[WHAT YOU HAVE TO DO]
Give back every record below precisely as written.

[TASK DATA]
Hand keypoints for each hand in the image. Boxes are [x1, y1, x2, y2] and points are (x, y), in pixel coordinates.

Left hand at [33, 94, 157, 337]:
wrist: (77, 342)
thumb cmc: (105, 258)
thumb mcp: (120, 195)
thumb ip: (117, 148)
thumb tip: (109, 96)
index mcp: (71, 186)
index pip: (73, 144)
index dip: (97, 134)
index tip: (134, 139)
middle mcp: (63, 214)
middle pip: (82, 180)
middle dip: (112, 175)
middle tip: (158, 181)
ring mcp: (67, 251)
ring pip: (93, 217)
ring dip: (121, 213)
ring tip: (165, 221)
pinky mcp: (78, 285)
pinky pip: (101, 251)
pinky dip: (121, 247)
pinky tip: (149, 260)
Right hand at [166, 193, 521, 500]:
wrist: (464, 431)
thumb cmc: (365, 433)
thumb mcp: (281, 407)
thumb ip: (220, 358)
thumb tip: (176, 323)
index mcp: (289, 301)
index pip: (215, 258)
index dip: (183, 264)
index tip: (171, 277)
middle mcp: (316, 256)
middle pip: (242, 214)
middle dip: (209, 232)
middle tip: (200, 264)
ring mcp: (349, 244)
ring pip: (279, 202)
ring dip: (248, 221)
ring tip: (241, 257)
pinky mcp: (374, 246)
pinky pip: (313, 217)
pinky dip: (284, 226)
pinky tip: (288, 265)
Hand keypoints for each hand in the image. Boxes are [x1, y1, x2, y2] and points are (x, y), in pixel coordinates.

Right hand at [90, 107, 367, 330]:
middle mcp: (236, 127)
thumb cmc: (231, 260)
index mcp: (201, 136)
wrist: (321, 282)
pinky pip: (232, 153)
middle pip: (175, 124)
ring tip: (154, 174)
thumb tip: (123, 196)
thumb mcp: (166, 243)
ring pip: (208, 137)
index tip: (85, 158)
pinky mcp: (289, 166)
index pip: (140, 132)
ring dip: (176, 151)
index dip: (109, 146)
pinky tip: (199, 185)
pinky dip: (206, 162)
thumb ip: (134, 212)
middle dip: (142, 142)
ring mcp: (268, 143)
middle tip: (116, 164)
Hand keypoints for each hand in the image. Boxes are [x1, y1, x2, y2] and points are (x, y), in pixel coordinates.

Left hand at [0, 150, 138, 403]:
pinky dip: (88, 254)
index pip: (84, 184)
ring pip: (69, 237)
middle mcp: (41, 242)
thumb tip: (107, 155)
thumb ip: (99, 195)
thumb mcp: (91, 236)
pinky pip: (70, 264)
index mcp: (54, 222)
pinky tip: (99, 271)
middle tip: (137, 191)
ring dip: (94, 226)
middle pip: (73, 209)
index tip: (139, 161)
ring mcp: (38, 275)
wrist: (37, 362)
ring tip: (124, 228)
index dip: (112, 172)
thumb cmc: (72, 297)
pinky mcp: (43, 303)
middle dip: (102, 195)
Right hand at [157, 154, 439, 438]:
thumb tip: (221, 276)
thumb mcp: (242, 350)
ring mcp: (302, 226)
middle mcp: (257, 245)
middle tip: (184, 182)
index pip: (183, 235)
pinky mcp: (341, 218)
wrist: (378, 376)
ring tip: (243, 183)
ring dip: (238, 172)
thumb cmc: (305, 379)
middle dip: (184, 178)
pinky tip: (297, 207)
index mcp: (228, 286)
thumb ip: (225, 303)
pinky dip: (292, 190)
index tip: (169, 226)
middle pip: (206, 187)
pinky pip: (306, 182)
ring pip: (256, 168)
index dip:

[RESPONSE AREA]
Hand keypoints for each hand in the image. Boxes are [x1, y1, x2, y2] and points are (x, y), in pixel coordinates.

Left hand at [33, 94, 157, 337]:
wrist: (77, 342)
thumb cmc: (105, 258)
thumb mcp: (120, 195)
thumb ip: (117, 148)
thumb tip: (109, 96)
index mcp: (71, 186)
index pip: (73, 144)
index dip: (97, 134)
index tip: (134, 139)
middle mcp: (63, 214)
middle pip: (82, 180)
middle dip: (112, 175)
middle tip: (158, 181)
ring mcp: (67, 251)
ring pip: (93, 217)
ring dip: (121, 213)
ring tip: (165, 221)
pinky mcp: (78, 285)
pinky pip: (101, 251)
pinky dip: (121, 247)
pinky tip: (149, 260)
Right hand at [166, 193, 521, 500]:
wrist: (464, 431)
thumb cmc: (365, 433)
thumb mcp: (281, 407)
thumb ip: (220, 358)
thumb tip: (176, 323)
index mcp: (289, 301)
index pip: (215, 258)
index dip: (183, 264)
index tip: (171, 277)
middle mcp: (316, 256)
middle pip: (242, 214)
middle dip: (209, 232)
middle tip: (200, 264)
ring mcp: (349, 244)
ring pip: (279, 202)
ring dip: (248, 221)
ring tip: (241, 257)
pinky mcp: (374, 246)
pinky pip: (313, 217)
pinky dip: (284, 226)
pinky tip: (288, 265)
Hand keypoints for each hand in the image. Boxes are [x1, y1, x2, y2] and points are (x, y), in pixel coordinates.

Right hand at [90, 107, 367, 330]:
middle mcp: (236, 127)
thumb cmc: (231, 260)
index mcp: (201, 136)
wrist: (321, 282)
pinky pip: (232, 153)
middle pip: (175, 124)
ring tip: (154, 174)
thumb tip: (123, 196)
thumb mcp: (166, 243)
ring pip: (208, 137)
index tip: (85, 158)
pinky mcp: (289, 166)
index pip: (140, 132)
ring dip: (176, 151)
index dip: (109, 146)
pinky tip: (199, 185)
pinky dip: (206, 162)
thumb ip: (134, 212)
middle dip: (142, 142)
ring mcp: (268, 143)
middle tip: (116, 164)
Hand keypoints for each hand in the image. Boxes are [x1, y1, x2, y2] and points are (x, y), in pixel coordinates.

Left hand at [0, 150, 138, 403]:
pinky dip: (88, 254)
index pip: (84, 184)
ring pip: (69, 237)
middle mcp: (41, 242)
thumb tip: (107, 155)
thumb ip: (99, 195)
thumb mcp: (91, 236)
pinky pip: (70, 264)
index mcp: (54, 222)
pinky tip: (99, 271)
middle tip: (137, 191)
ring dip: (94, 226)
middle pip: (73, 209)
index tip: (139, 161)
ring mcp: (38, 275)
wrist: (37, 362)
ring tip: (124, 228)
index dip: (112, 172)
thumb cmc: (72, 297)
pinky mcp: (43, 303)
middle dip: (102, 195)
Right hand at [157, 154, 439, 438]:
thumb tip: (221, 276)
thumb mcp: (242, 350)
ring mcp: (302, 226)
middle mcp: (257, 245)
middle tip: (184, 182)
index pip: (183, 235)
pinky mcp: (341, 218)
wrist: (378, 376)
ring tip: (243, 183)
ring dip: (238, 172)
thumb cmc: (305, 379)
middle dip: (184, 178)
pinky tip: (297, 207)
index mcp: (228, 286)
thumb ip: (225, 303)
pinky dip: (292, 190)
index tip: (169, 226)
middle pip: (206, 187)
pinky pip: (306, 182)
ring pip: (256, 168)
index dip:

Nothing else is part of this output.